** Opening Data for review block **
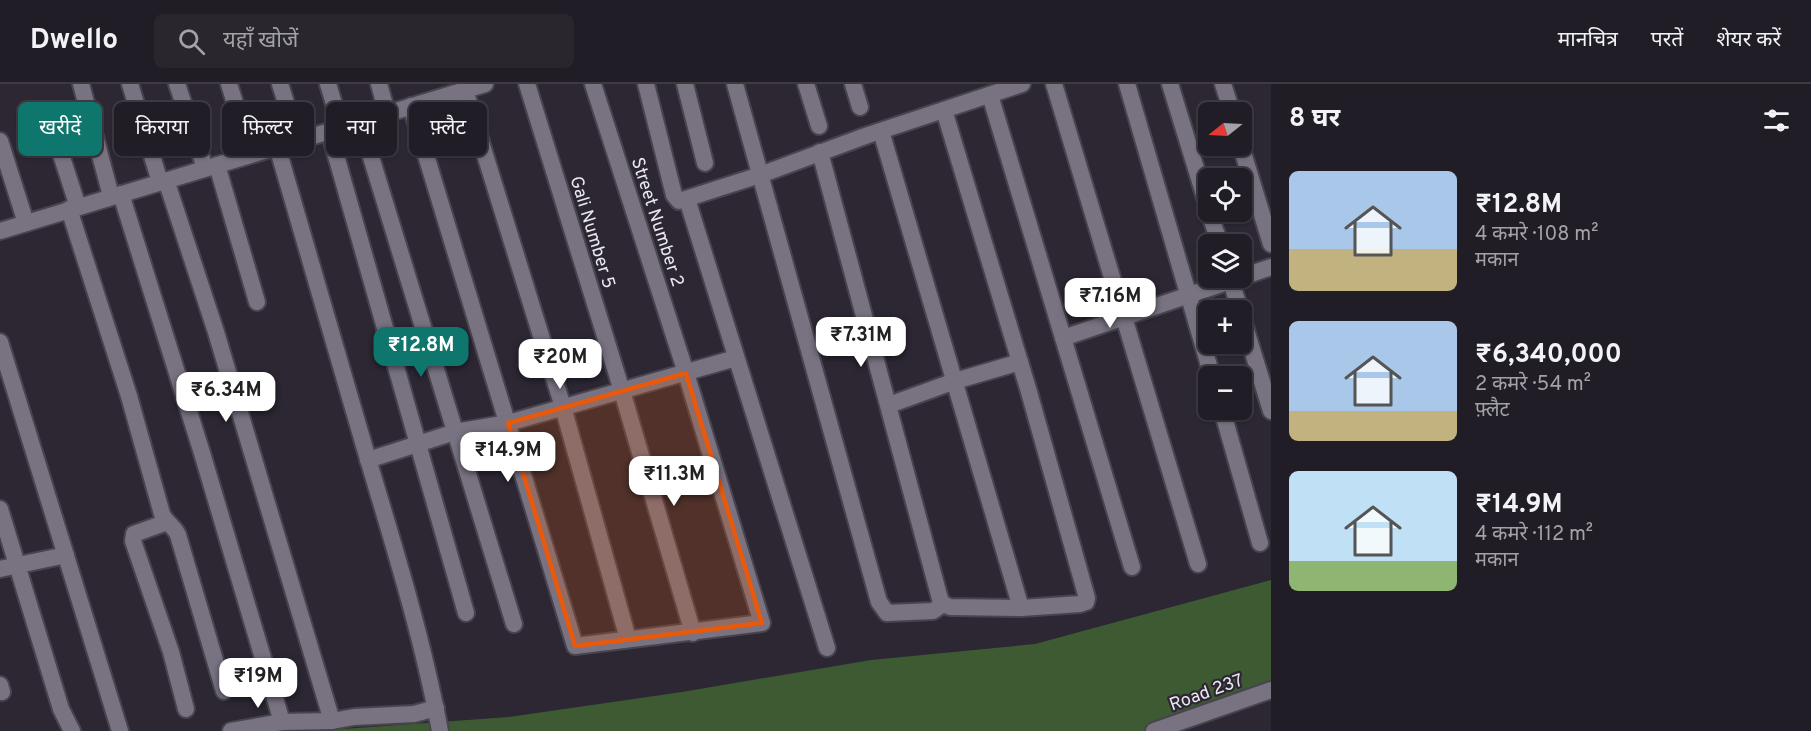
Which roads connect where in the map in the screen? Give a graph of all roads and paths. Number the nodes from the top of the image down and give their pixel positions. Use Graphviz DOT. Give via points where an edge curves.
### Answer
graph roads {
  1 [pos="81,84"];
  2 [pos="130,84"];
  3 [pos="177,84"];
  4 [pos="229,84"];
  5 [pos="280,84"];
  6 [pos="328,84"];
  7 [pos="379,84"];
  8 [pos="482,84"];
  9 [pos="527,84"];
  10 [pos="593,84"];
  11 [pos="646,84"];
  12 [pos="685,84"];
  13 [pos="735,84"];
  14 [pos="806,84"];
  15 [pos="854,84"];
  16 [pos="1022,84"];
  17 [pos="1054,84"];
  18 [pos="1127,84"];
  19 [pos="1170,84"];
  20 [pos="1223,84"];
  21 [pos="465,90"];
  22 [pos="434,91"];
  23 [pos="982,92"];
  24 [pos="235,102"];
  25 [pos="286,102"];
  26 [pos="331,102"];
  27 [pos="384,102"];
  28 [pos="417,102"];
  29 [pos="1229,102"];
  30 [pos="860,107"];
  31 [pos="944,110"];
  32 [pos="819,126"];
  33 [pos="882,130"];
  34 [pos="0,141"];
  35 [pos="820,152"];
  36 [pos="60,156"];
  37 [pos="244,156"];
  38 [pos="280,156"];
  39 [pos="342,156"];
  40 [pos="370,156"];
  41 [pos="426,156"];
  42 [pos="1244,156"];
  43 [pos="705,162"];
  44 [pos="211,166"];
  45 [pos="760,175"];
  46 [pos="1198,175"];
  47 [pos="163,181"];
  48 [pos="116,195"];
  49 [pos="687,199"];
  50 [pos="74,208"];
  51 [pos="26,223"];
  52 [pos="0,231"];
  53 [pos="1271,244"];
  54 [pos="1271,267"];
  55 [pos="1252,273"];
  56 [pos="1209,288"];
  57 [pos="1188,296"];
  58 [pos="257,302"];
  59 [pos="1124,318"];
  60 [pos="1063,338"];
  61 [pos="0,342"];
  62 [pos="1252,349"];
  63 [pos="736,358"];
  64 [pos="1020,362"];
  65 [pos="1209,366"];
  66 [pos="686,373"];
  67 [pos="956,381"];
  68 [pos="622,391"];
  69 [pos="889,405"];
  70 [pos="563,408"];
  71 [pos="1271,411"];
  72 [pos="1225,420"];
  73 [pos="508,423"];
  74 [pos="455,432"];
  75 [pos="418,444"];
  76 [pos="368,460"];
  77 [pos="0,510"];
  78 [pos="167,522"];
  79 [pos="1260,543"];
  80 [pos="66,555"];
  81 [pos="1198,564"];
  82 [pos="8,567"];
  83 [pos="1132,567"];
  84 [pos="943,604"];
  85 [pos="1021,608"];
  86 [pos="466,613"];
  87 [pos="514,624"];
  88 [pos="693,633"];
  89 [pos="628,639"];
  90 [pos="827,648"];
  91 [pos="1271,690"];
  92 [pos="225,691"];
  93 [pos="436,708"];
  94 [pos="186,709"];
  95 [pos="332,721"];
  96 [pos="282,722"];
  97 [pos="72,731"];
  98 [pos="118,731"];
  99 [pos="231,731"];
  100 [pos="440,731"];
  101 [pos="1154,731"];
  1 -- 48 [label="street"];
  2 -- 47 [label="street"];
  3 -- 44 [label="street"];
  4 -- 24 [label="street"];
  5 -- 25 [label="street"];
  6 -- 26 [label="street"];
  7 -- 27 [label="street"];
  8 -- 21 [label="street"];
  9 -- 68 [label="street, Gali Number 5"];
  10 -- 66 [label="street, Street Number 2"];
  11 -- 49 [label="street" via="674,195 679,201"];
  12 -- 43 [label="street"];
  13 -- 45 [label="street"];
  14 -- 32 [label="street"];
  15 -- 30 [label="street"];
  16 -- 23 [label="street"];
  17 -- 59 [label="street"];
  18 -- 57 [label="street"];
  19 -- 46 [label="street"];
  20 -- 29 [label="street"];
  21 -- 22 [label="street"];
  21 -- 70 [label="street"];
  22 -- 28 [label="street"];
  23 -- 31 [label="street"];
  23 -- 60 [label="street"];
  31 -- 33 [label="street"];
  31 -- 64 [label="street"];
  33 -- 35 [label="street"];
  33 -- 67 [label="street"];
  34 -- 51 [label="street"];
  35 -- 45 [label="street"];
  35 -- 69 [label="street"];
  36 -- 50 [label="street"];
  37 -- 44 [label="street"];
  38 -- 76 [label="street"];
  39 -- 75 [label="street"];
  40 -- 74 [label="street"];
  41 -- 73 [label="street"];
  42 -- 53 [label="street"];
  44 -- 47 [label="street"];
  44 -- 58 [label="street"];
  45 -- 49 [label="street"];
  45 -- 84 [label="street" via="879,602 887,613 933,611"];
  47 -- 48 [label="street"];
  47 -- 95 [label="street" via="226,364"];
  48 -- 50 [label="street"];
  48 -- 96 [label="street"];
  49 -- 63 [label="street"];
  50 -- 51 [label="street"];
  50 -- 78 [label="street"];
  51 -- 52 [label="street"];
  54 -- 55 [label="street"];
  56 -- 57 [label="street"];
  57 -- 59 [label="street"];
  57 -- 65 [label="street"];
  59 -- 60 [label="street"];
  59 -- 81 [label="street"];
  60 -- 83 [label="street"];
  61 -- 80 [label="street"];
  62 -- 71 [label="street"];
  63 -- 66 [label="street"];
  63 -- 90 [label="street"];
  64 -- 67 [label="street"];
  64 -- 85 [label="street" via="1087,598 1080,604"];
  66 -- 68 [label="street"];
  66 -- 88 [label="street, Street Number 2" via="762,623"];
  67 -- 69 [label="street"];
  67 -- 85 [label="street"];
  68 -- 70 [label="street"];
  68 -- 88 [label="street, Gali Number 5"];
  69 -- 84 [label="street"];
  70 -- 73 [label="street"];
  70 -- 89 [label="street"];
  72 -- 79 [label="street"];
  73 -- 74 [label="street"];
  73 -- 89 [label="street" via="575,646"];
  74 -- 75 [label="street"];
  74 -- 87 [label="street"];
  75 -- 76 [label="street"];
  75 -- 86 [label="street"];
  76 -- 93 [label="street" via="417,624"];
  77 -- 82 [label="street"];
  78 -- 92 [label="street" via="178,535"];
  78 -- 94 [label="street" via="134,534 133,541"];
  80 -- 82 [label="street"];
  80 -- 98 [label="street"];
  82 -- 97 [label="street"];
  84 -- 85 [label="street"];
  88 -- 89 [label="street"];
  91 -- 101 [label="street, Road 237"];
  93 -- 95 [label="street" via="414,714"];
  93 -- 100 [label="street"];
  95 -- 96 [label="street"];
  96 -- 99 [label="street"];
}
** Closing Data for review block **
Which lines in the records above include the word "graph"? Copy them out.

Which roads connect where in the map in the screen? Give a graph of all roads and paths. Number the nodes from the top of the image down and give their pixel positions. Use Graphviz DOT. Give via points where an edge curves.
graph roads {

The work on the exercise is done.